Precisely because movement in space and time was freed, Matthew’s style was thus freed from the heavy oral encrustations of Mark and especially its paratactic proceeding (Prostmeier 2007, pp. 104–5). According to Eric Auerbach, in fact, description in closed portions, that is, parataxis precisely, implies a conception of the real that is not continuous but instead parceled out and therefore not traversable (Auerbach 1956, I, pp. 107–35). A more decidedly hypothetic style, on the contrary, suggests a different vision, one that connects the individual parts in a complex way and thus makes one imagine a continuum, a horizon, in short, that is livable and traversable (Auerbach 1956, I, pp. 136–56).
But if the mission to the world is now decided, having been opened by Christ and left now to his Ecclesia (led by Peter), the complex medial character of that world nevertheless compels a “braking” course, so to speak, controlled, that is, by the watchful eye of the nascent (and still immature) institution. This operation of control is carried out through the incorporation of orality by writing: the hypothetic narrative is punctuated, and interrupted, by real doctrinal windows expressed in the great discourses of Jesus, the real chief characteristic of Matthew. The writing re-mediates the word and the Voice, transforming the scattered statements into broad, complex Loghia defined by subject and purpose, true “chapters” of an encyclopedia of the Rebbe’s thought.
The great discourses are thus cleverly distributed functionally throughout the work. The famous “Sermon on the Mount”, for example, a veritable summation of Jesus’ message likely preached historically in a fragmented manner adapted to individual circumstances and hearers, precedes the series of ten miracle narratives, intended as a demonstration of the coming of the Kingdom. The pressing of events, the proceeding of the story toward its extreme conclusion, necessitates a periodic pause, a pause within which the word re-mediated by scripture can return to expression and direction. No longer just action, as in Mark, but doctrine within action. But to whom does Matthew address himself?

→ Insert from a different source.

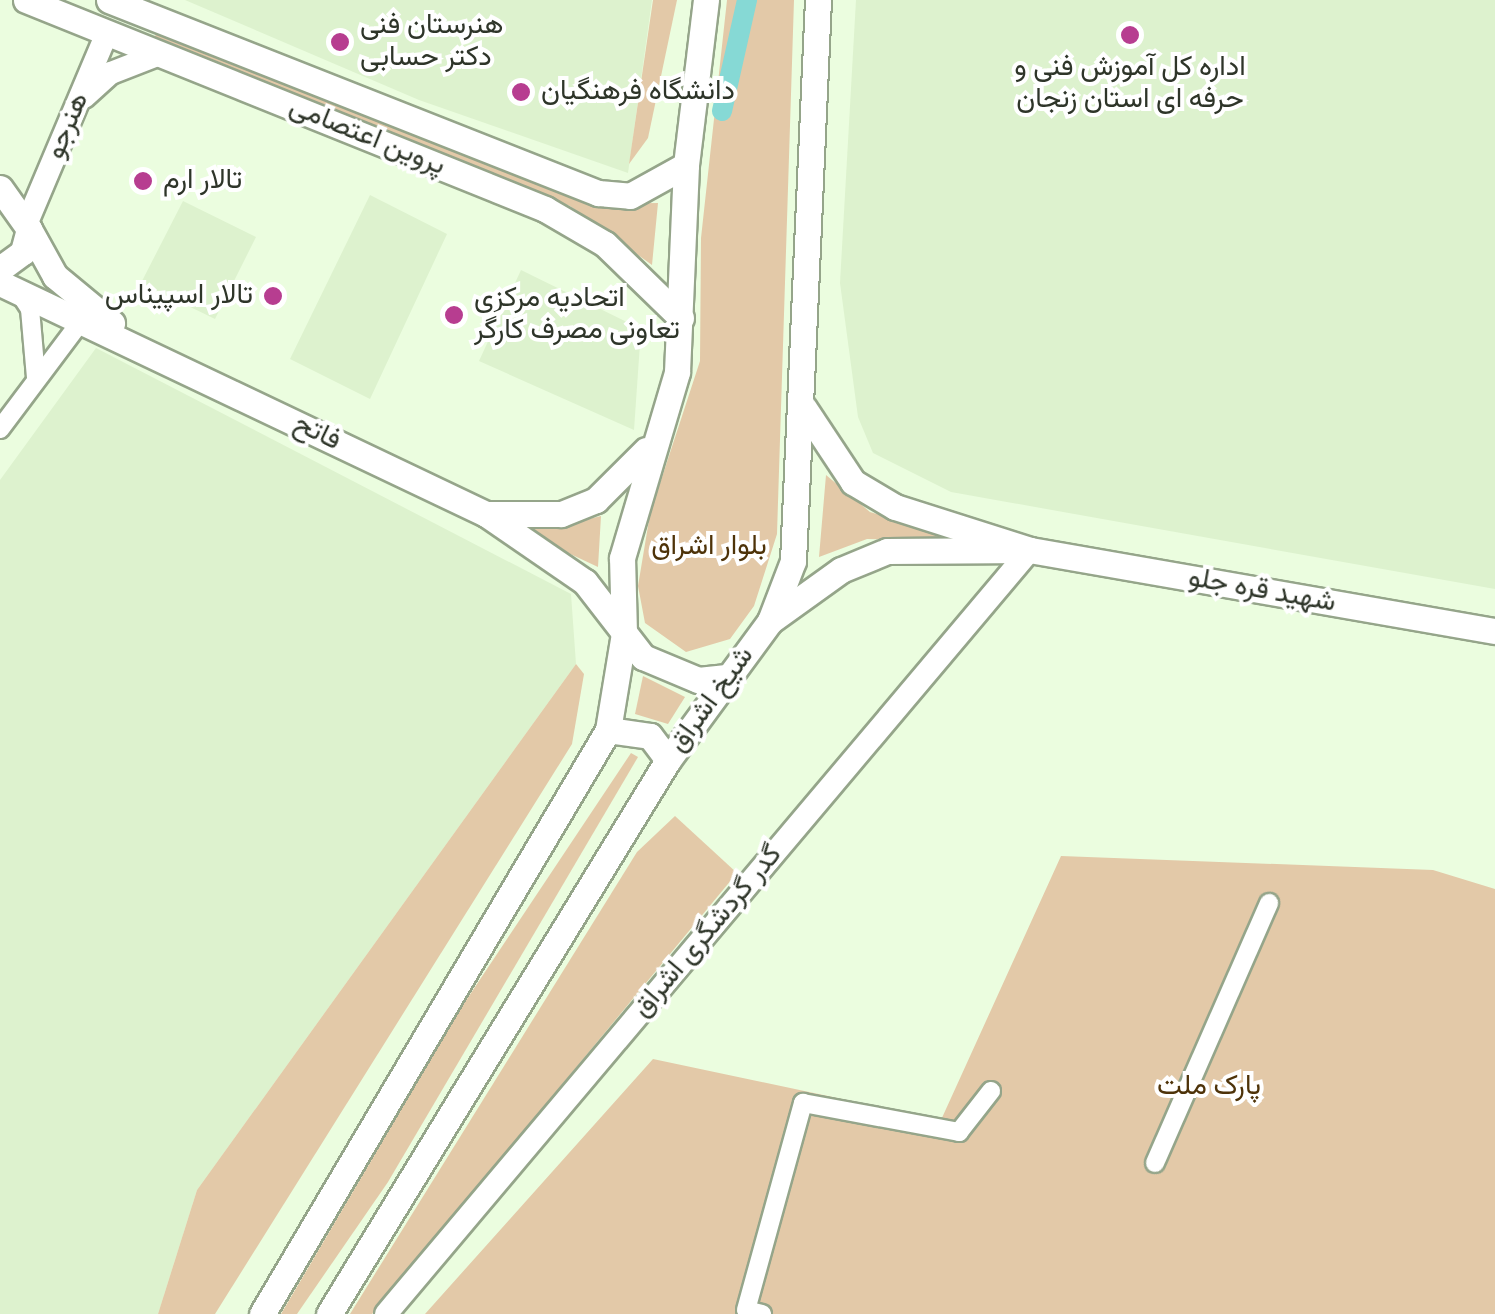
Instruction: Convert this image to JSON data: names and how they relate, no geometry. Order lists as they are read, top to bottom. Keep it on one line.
{"streets":{"main road":["پروین اعتصامی","فاتح","شهید قره جلو","شیخ اشراق"],"street":["هنرجو","گدر گردشگری اشراق"]},"crossings":[["هنرجو","پروین اعتصامی"],["فاتح","شیخ اشراق"],["شهید قره جلو","گدر گردشگری اشراق"]],"parks":["بلوار اشراق","پارک ملت"],"places":["اداره کل آموزش فنی و حرفه ای استان زنجان","هنرستان فنی دکتر حسابی","دانشگاه فرهنگیان","تالار ارم","تالار اسپیناس","اتحادیه مرکزی تعاونی مصرف کارگر"]}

In narratological terms, when Jesus speaks and explains, for example, the parables to the disciples, he is addressing a “narrator”, a true representative of the reader within the text: through it, Matthew is speaking directly to those who will read the Gospel. And this is the crucial point: the Gospels are the codification of a message that, no longer being constrained by an apocalyptic urgency (as in Mark), must equip itself to enter the world and history, to traverse it for a time that is not determinable but that begins to prospect as long. The message of salvation is thus bound to dilate chronologically and expand in social space, but to achieve this there is a need for a more suitable medium, better equipped for long durations, which can only be scripture. Christ reveals the secret to the disciples, that is, to his Church, and through the revelation it reaches the multitudes of readers, or those who will listen to the reading. In this context, exegesis must be fixed; it cannot be left to free interpretation.
One of the most significant examples of such re-mediation is offered to us by the parable of the sower, which, although reported by all three synoptics, appears particularly extensive and developed precisely in Matthew. As is obvious, such a parable, and especially in Matthew’s specific construction, reveals an obvious metalinguistic organization, whereby the allegory of the grain seed refers precisely to the ways in which the prophetic word of the Kingdom is received. The allegorical tone of the parable appears at first harsh and presents us with an almost disorienting picture. What does the crowd listening to the Rebbe really understand about his message, given that even his disciples do not immediately grasp the meaning of his words? If in Mark such obscurity remained linked to the atmosphere of “messianic secrecy” that permeates his entire Gospel, Matthew’s version seems to go in quite different directions. In fact, it is Jesus himself who provides an interpretive possibility. In fact, his famous phrase “he who has ears may hear”, alludes to the circumstance that among the crowd there are those who are willing to receive the “word”, that is, precisely “the good land” of the parable, but also conversely those who are not “fit”.
In a rare Gospel reflection, Marshall McLuhan explains that the term “intending” is very different in the Gospels from the term “hearing.” The ability to intend is a “gift” from God, as if those who intend have been “programmed” to truly and deeply understand Christ (De Kerckhove 1995, pp. 113–14). When Jesus speaks to the crowds, in short, he makes an initial demarcation between listeners and “intenders”, that is, between the “unprogrammed” and the “programmed”, in other words, between the unprepared and the predestined, the condemned and the pardoned.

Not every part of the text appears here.